L'Observatoire syrien des droits de l'Homme (OSDH) a souligné que les funérailles étaient organisées pour deux partisans du régime et que les habitants de Jaramana soutenaient majoritairement le pouvoir.

Damas et Alep sous le feu

Cette attaque intervient alors que les opérations de l'armée visent désormais la ceinture est de Damas, où sont retranchées les brigades d'élite de l'Armée syrienne libre (ASL, rebelles), selon un commandant insurgé à Damas.

L'armée, appuyée par des chars et des hélicoptères, a pilonné la région d'Al-Ghouta que les habitants fuyaient en masse, a précisé l'OSDH.

Elle a aussi bombardé Harasta et Irbine, selon le Conseil général de la révolution syrienne (CGRS), un réseau de militants sur place.

Les quartiers de Zamalka, Qaboun, Jobar, Aïn Tarma, Al-Hjeira, dans l'est de la capitale, ont été aussi la cible d'un violent pilonnage. Des affrontements avaient également lieu à Jobar et Zamalka où des habitant ont fui devant les assauts de l'armée, selon ces militants.

Sur l'autre grand front, à Alep (nord), des bombardements continuaient de viser, selon l'OSDH, les bastions des rebelles, engagés depuis plus d'un mois dans une bataille cruciale pour cette métropole commerçante.

Selon les médias officiels, l'armée a tué des "dizaines de mercenaires terroristes" et saisi des quantité d'armes à Alep, où plusieurs quartiers "ont été nettoyés des terroristes avec l'aide des habitants" dont celui d'Al-Izaa.

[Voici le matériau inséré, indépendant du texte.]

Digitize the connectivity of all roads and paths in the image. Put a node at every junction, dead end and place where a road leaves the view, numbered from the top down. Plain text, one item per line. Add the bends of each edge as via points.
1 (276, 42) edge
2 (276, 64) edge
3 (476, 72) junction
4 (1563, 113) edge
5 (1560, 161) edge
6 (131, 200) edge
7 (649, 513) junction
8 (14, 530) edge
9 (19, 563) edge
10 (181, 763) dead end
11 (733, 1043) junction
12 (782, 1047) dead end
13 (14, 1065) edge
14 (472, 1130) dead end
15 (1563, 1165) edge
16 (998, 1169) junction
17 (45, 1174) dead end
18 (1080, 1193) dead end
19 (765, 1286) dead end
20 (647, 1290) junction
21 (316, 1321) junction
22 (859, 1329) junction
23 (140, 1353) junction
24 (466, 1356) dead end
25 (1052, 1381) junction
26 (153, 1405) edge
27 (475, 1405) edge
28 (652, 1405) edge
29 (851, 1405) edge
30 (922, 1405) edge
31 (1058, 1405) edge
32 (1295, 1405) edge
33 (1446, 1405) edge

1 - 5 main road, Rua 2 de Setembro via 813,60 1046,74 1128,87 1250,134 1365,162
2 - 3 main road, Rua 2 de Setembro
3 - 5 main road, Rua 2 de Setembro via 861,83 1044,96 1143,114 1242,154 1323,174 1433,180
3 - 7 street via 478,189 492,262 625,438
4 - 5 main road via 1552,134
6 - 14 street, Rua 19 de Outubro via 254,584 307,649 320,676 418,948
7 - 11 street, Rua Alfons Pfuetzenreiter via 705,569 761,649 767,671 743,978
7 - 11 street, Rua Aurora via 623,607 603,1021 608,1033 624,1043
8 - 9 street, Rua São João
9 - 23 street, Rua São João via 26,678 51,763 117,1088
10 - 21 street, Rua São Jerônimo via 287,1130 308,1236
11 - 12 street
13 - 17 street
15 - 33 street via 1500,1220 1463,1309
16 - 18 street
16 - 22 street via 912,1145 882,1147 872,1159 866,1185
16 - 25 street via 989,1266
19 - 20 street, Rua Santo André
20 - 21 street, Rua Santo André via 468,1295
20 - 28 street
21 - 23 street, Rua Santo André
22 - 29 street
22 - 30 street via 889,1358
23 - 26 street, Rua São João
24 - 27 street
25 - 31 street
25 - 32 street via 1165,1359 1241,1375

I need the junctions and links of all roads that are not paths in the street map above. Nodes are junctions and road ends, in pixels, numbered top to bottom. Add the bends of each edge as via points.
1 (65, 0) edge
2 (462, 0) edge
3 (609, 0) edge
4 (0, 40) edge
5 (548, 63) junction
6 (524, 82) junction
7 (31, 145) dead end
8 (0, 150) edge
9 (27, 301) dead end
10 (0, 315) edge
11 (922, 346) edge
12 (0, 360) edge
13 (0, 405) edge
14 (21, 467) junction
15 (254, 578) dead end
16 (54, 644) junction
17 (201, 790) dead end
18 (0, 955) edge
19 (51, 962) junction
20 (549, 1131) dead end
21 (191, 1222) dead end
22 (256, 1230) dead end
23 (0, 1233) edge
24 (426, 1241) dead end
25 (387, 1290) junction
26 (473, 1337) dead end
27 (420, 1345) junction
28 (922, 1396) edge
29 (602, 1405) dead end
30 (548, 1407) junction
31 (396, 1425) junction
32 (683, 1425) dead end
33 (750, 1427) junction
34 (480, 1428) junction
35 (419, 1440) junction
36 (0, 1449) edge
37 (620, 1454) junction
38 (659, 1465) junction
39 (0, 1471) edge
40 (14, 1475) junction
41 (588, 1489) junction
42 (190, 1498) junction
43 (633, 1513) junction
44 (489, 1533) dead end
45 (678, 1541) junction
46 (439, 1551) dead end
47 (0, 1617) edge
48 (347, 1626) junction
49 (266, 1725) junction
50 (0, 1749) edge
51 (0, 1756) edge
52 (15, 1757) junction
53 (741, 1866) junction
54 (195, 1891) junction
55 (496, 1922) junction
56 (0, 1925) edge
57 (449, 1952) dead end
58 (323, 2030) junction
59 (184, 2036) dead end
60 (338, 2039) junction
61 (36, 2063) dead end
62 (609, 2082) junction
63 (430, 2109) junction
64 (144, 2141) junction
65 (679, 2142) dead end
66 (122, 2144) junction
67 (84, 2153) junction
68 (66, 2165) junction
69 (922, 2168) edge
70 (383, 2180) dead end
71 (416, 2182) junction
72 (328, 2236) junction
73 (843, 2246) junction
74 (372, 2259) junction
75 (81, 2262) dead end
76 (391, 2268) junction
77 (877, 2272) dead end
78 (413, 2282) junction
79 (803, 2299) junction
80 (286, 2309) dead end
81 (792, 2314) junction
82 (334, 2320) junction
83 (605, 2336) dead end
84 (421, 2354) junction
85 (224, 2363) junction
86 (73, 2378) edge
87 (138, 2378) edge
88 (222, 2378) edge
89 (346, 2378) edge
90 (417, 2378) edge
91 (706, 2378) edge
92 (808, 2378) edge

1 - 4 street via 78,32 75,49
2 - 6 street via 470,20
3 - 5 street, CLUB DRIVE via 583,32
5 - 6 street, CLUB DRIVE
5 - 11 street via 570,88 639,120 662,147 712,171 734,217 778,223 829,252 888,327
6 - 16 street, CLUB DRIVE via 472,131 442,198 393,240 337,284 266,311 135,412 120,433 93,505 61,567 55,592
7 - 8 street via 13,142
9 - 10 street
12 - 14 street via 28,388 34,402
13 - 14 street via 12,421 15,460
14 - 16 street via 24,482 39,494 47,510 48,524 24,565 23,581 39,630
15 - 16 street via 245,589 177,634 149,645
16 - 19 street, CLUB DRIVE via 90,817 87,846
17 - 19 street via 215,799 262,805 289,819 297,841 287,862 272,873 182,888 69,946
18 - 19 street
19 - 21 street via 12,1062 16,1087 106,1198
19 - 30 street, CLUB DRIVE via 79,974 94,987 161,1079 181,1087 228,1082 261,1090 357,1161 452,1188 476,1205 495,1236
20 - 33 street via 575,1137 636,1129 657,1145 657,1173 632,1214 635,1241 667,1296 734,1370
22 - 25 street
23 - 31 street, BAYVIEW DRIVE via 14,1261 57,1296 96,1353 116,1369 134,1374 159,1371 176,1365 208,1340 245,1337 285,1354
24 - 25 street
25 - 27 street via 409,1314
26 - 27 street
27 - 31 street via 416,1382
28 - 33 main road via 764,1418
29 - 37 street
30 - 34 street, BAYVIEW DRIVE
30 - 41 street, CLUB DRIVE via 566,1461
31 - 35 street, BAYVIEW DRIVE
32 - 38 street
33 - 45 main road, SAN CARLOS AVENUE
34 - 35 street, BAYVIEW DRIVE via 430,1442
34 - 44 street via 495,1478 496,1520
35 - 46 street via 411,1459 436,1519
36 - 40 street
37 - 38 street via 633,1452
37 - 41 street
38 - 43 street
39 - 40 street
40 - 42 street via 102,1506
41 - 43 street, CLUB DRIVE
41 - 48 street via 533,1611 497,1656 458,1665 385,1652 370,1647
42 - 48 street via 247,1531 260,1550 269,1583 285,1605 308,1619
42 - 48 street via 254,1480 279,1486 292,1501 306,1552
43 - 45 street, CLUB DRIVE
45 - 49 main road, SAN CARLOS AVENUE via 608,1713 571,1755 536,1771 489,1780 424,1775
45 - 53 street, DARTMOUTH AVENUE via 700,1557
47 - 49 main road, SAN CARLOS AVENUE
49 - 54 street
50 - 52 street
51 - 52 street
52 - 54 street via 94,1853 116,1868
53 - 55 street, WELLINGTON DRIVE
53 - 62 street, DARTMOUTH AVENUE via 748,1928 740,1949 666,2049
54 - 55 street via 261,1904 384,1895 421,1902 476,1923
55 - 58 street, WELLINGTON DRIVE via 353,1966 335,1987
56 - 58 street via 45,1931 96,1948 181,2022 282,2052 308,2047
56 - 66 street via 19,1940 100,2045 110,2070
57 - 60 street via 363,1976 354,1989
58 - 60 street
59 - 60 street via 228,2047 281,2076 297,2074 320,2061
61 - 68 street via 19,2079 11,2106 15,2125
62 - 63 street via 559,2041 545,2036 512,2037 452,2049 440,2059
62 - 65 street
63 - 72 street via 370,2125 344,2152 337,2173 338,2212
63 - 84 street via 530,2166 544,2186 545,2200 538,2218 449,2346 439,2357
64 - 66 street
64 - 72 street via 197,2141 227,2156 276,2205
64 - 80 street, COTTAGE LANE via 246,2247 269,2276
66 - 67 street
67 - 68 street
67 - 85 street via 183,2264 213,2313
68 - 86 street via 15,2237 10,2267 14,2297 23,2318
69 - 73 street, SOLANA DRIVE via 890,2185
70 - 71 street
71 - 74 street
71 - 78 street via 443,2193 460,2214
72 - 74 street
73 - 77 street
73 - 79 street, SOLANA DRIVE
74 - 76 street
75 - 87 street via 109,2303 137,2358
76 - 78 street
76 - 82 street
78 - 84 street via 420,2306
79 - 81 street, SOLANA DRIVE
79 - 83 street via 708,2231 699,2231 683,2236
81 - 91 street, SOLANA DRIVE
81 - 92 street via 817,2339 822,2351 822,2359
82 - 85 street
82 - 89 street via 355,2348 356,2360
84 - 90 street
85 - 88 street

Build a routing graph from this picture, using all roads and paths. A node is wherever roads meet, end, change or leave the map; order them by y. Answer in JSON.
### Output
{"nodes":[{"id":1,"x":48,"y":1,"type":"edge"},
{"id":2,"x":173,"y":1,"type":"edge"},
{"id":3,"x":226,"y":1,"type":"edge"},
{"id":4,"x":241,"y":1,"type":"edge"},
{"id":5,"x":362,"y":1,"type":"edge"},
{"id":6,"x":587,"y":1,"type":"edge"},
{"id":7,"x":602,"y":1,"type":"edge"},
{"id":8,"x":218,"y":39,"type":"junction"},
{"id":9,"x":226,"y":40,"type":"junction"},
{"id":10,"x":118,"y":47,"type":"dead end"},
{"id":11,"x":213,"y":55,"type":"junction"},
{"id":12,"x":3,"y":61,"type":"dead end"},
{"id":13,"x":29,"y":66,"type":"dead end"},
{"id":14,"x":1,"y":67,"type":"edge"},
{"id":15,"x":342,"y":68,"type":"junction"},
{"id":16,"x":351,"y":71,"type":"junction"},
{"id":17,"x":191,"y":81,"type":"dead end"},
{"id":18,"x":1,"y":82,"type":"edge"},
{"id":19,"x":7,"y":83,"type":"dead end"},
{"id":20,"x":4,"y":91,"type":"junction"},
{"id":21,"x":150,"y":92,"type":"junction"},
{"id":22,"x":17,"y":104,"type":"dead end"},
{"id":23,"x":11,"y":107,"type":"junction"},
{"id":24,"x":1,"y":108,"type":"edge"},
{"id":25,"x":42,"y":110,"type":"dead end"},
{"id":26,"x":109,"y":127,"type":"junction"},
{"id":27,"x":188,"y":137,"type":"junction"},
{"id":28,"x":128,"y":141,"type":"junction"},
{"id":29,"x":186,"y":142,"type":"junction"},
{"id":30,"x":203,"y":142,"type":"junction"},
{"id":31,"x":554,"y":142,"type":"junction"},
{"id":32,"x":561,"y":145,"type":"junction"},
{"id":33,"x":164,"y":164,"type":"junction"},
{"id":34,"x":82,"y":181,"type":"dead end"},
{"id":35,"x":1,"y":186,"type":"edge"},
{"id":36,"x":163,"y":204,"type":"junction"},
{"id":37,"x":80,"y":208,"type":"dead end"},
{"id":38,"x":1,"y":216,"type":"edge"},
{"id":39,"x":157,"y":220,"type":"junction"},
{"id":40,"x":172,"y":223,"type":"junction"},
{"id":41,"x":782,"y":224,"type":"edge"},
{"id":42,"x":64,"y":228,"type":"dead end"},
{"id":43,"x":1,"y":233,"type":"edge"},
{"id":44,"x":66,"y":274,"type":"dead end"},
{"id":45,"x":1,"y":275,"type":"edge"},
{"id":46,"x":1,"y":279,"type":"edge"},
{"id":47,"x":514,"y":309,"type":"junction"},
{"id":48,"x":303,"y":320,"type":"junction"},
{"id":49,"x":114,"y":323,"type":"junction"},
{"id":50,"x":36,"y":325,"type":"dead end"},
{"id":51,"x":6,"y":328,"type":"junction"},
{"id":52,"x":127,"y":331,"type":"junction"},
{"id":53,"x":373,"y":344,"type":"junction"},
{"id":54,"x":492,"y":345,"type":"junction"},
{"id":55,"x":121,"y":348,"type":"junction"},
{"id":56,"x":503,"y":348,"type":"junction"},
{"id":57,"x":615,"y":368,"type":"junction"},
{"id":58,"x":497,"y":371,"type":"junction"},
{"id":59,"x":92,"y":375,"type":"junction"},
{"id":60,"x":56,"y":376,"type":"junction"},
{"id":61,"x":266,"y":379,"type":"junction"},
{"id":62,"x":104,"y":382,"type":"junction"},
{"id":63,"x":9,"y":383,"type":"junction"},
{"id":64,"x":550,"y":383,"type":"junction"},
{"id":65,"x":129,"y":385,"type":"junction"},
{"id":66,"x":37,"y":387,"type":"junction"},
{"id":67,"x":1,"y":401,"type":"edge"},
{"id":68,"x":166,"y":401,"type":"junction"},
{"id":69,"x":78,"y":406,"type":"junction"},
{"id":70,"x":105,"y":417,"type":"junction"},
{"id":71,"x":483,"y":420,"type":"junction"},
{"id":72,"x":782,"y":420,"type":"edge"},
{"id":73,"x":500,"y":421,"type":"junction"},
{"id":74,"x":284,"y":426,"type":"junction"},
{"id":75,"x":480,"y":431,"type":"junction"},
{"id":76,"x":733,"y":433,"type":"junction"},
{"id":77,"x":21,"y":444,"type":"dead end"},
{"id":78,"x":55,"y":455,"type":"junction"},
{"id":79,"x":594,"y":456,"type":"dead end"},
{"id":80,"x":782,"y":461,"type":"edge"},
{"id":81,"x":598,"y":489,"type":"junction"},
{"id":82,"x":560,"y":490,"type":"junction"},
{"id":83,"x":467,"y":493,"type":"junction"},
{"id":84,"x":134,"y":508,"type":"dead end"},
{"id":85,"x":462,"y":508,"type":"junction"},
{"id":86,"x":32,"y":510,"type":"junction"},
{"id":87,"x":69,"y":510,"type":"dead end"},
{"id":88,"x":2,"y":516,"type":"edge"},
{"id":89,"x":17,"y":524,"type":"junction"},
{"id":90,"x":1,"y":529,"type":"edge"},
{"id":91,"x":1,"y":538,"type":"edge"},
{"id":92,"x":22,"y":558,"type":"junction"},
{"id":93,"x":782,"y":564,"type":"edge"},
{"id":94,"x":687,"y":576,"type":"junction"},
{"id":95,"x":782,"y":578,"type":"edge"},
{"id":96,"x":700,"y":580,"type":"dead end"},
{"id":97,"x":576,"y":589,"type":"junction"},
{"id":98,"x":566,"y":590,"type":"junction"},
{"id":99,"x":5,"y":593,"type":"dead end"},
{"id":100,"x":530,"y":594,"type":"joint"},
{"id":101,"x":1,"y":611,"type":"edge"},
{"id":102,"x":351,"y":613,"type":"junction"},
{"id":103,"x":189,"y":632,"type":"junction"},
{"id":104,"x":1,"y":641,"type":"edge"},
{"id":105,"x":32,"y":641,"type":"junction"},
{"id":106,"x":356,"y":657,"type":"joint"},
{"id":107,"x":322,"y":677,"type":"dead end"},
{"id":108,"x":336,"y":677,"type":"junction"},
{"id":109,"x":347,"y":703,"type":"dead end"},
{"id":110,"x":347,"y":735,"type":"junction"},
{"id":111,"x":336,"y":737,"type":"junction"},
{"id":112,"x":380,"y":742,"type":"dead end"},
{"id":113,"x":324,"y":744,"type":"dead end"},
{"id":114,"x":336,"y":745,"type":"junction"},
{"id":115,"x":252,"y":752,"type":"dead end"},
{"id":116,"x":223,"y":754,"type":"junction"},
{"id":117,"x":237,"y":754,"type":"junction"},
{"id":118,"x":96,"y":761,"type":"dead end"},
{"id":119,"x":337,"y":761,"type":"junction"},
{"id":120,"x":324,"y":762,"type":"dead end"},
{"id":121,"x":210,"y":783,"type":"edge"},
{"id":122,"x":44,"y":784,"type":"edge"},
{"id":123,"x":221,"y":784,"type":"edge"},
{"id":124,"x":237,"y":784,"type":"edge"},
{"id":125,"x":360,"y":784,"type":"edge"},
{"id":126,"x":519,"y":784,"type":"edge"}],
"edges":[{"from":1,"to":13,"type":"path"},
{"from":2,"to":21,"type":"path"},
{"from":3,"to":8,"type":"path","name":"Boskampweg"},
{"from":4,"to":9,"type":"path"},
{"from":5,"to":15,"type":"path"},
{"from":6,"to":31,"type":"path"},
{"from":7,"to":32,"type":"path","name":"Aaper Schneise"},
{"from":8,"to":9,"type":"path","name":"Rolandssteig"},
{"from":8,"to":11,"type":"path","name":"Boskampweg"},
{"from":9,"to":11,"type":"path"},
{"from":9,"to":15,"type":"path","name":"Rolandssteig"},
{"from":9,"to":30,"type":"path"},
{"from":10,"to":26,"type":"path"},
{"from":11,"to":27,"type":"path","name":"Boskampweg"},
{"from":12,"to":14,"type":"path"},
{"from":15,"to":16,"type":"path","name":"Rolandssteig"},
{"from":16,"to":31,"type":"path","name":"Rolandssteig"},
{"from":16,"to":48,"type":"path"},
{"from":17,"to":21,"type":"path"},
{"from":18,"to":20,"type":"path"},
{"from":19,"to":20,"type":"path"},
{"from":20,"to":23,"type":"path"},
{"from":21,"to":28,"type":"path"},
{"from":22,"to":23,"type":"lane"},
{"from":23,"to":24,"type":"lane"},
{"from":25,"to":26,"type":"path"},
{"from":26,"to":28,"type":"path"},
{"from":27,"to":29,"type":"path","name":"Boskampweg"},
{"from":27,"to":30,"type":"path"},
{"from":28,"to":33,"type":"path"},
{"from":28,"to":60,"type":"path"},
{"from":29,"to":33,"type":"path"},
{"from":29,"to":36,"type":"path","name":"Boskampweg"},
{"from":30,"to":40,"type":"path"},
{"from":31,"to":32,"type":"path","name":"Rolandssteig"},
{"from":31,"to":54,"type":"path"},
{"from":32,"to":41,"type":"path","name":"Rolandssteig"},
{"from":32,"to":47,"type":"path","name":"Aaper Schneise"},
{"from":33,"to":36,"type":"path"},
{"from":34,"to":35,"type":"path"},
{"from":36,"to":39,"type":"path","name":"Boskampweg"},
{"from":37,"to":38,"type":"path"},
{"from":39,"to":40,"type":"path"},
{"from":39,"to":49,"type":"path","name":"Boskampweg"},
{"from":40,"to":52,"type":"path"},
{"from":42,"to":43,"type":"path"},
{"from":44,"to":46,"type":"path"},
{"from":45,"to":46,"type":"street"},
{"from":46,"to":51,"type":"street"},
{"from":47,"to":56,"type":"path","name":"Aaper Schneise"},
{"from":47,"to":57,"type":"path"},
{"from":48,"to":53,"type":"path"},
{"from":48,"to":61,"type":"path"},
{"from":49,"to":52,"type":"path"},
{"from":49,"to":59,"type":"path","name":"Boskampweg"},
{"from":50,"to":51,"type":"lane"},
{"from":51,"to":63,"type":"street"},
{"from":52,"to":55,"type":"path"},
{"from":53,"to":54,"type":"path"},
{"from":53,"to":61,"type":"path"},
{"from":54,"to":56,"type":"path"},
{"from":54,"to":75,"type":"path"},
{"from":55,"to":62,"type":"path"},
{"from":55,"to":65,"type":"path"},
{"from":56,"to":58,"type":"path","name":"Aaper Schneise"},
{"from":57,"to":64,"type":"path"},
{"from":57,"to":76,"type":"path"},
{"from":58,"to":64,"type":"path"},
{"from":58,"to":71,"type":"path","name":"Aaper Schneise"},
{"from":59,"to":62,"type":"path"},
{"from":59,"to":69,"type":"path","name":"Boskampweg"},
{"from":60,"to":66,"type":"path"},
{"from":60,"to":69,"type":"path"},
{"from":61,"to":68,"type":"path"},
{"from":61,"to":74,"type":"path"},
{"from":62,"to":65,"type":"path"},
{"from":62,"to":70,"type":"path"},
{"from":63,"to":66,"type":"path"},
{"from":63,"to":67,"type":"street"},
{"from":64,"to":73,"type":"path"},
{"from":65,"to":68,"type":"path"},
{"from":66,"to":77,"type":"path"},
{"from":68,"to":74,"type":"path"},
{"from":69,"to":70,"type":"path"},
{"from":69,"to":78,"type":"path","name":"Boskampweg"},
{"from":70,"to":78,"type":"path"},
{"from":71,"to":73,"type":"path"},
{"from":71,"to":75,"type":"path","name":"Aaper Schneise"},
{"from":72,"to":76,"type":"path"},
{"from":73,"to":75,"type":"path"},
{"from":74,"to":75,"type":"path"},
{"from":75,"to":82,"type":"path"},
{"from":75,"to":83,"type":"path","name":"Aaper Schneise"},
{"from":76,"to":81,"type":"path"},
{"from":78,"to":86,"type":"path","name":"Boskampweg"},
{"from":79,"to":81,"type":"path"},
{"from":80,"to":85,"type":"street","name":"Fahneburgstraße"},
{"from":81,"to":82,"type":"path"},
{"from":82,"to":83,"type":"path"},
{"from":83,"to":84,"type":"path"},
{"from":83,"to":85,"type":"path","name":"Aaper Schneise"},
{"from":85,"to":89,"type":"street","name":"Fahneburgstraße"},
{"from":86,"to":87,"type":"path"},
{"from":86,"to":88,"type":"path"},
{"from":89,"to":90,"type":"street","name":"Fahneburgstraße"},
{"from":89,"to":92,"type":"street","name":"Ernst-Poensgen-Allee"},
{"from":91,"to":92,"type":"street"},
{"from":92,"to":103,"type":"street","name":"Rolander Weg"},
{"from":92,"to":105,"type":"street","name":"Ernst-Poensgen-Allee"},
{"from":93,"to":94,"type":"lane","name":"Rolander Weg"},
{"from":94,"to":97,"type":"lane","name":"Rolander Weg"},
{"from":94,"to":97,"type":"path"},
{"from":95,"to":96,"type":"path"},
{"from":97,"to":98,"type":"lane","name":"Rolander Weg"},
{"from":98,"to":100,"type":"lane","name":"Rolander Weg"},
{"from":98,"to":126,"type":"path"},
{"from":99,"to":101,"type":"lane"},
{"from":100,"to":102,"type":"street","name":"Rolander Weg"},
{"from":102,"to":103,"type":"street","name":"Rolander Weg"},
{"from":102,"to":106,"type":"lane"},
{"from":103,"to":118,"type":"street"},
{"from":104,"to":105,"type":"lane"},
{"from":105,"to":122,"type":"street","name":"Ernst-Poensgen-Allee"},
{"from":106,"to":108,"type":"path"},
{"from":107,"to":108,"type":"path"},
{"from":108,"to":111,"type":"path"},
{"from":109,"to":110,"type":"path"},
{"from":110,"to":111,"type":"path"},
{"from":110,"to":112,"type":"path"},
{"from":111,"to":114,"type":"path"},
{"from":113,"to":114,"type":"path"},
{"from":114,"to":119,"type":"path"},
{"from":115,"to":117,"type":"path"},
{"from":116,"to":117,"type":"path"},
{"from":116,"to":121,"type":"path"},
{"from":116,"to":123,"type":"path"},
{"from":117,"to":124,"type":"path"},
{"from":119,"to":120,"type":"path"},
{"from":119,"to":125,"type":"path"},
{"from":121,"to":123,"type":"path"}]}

Dans le village de Kafar Nabel près d'Idleb, sous le feu de l'armée, les habitants tentaient de secourir les blessés bloqués sous les décombres ou retiraient des corps en lambeaux, selon les militants du CGRS. "Des martyrs et des blessés sont toujours bloqués sous les décombres" et le nombre des morts va augmenter.

Mardi, au moins 37 personnes ont péri dans les violences à travers le pays, dont 22 civils, 11 rebelles et quatre soldats, selon un bilan provisoire de l'OSDH qui ne tient pas compte des douze morts de l'attentat.

Fausses notes

Pour le vice-président syrien Farouk al-Chareh, apparu pour la première fois en public après un mois de spéculations sur une possible défection, la solution passe par "un arrêt des violences de la part de toutes les parties" afin de permettre "un dialogue national".

Ces déclarations tranchent avec celles du chef de la diplomatie Walid Mouallem, un faucon du régime, qui avait dit qu'il n'y aurait aucune négociation tant que le pays n'aurait pas été "purgé" des rebelles.

Depuis le début en mars 2011 de la révolte qui s'est transformée en guerre civile en raison de la répression menée par le régime, les violences ont fait plus de 25.000 morts, selon l'OSDH.

Ces violences ont aussi poussé à l'exode des centaines de milliers de Syriens qui ont trouvé refuge dans les pays voisins, principalement en Jordanie, en Turquie et au Liban.

La Turquie, qui accueille 80.000 réfugiés syriens, tente d'endiguer le flot. Mardi, ils étaient au moins 10.000 candidats à l'exil à se presser le long de la frontière.

Selon le Haut-Commissariat de l'ONU pour les réfugiés, le nombre total de personnes réfugiées en Jordanie atteint désormais 214.000, contre plus de 200.000 il y a quatre jours.

La Turquie, qui a fixé à 100.000 le seuil d'acceptation des réfugiés, va demander jeudi à ses partenaires au Conseil de sécurité de l'ONU d'alléger le "fardeau" de son pays en plaidant pour la création en territoire syrien d'une "zone de protection" sous contrôle de l'ONU.

Mais une telle zone requiert une résolution de l'ONU, ce qui est loin d'être acquis avec l'opposition de la Russie à toute ingérence étrangère chez son allié syrien.

De son côté, l'Allemagne, suivant les Etats-Unis, a appelé l'opposition syrienne, minée par ses divisions, à s'unifier avant de former un gouvernement de transition, alors que le président français François Hollande avait dit qu'il reconnaîtrait un tel gouvernement.